── Extracted information

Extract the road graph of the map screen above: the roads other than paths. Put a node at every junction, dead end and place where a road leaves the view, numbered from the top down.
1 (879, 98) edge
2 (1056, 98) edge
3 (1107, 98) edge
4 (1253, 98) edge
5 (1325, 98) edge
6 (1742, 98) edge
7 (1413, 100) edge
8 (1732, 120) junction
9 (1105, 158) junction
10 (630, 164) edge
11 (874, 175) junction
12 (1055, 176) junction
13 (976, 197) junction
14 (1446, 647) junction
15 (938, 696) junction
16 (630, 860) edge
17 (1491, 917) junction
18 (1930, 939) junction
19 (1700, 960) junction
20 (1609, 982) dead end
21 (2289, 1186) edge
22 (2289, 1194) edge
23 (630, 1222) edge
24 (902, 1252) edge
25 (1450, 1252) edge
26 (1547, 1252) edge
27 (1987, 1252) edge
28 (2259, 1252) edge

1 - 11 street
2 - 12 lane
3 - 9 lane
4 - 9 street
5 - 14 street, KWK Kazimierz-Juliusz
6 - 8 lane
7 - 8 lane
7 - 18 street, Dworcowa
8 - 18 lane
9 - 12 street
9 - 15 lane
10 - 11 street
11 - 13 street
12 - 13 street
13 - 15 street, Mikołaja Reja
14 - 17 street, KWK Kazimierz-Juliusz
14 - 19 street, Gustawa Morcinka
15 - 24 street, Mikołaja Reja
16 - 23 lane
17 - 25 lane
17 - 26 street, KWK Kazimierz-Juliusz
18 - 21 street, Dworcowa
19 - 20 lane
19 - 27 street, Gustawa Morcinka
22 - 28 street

────

Check every line of the entries above, and copy those that carry the string "Mikołaja".

* _Exercise response_:
13 - 15 street, Mikołaja Reja
15 - 24 street, Mikołaja Reja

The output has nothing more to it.